- Work to be completed: Please retype every entry, keeping each one exactly as written.

Dataset entries:

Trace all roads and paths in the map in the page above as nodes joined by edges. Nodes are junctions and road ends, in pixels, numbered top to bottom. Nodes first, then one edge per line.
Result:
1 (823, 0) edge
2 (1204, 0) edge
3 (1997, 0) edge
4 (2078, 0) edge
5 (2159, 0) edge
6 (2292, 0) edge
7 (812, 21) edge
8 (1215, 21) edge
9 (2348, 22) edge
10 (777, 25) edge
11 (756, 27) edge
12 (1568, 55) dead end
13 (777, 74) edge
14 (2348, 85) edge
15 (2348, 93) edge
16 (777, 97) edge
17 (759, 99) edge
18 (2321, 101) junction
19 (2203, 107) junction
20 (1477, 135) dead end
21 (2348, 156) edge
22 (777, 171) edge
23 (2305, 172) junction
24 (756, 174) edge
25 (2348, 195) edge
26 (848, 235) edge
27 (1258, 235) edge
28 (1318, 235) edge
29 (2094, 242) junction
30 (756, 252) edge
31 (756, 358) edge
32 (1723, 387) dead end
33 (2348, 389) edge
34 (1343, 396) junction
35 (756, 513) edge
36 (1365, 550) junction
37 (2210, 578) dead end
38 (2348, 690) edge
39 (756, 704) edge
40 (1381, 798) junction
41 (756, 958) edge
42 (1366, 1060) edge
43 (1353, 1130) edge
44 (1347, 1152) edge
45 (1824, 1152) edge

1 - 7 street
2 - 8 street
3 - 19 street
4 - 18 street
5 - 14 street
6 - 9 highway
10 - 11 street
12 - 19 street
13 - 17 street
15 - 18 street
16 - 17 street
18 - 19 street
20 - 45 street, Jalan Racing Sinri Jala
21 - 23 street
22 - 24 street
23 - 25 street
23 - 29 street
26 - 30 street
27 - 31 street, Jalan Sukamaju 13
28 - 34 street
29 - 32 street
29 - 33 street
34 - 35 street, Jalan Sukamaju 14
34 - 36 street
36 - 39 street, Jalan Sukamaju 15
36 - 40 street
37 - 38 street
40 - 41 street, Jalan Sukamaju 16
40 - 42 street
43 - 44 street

- Written response:
Trace all roads and paths in the map in the page above as nodes joined by edges. Nodes are junctions and road ends, in pixels, numbered top to bottom. Nodes first, then one edge per line.
Result:
1 (823, 0) edge
2 (1204, 0) edge
3 (1997, 0) edge
4 (2078, 0) edge
5 (2159, 0) edge
6 (2292, 0) edge
7 (812, 21) edge
8 (1215, 21) edge
9 (2348, 22) edge
10 (777, 25) edge
11 (756, 27) edge
12 (1568, 55) dead end
13 (777, 74) edge
14 (2348, 85) edge
15 (2348, 93) edge
16 (777, 97) edge
17 (759, 99) edge
18 (2321, 101) junction
19 (2203, 107) junction
20 (1477, 135) dead end
21 (2348, 156) edge
22 (777, 171) edge
23 (2305, 172) junction
24 (756, 174) edge
25 (2348, 195) edge
26 (848, 235) edge
27 (1258, 235) edge
28 (1318, 235) edge
29 (2094, 242) junction
30 (756, 252) edge
31 (756, 358) edge
32 (1723, 387) dead end
33 (2348, 389) edge
34 (1343, 396) junction
35 (756, 513) edge
36 (1365, 550) junction
37 (2210, 578) dead end
38 (2348, 690) edge
39 (756, 704) edge
40 (1381, 798) junction
41 (756, 958) edge
42 (1366, 1060) edge
43 (1353, 1130) edge
44 (1347, 1152) edge
45 (1824, 1152) edge

1 - 7 street
2 - 8 street
3 - 19 street
4 - 18 street
5 - 14 street
6 - 9 highway
10 - 11 street
12 - 19 street
13 - 17 street
15 - 18 street
16 - 17 street
18 - 19 street
20 - 45 street, Jalan Racing Sinri Jala
21 - 23 street
22 - 24 street
23 - 25 street
23 - 29 street
26 - 30 street
27 - 31 street, Jalan Sukamaju 13
28 - 34 street
29 - 32 street
29 - 33 street
34 - 35 street, Jalan Sukamaju 14
34 - 36 street
36 - 39 street, Jalan Sukamaju 15
36 - 40 street
37 - 38 street
40 - 41 street, Jalan Sukamaju 16
40 - 42 street
43 - 44 street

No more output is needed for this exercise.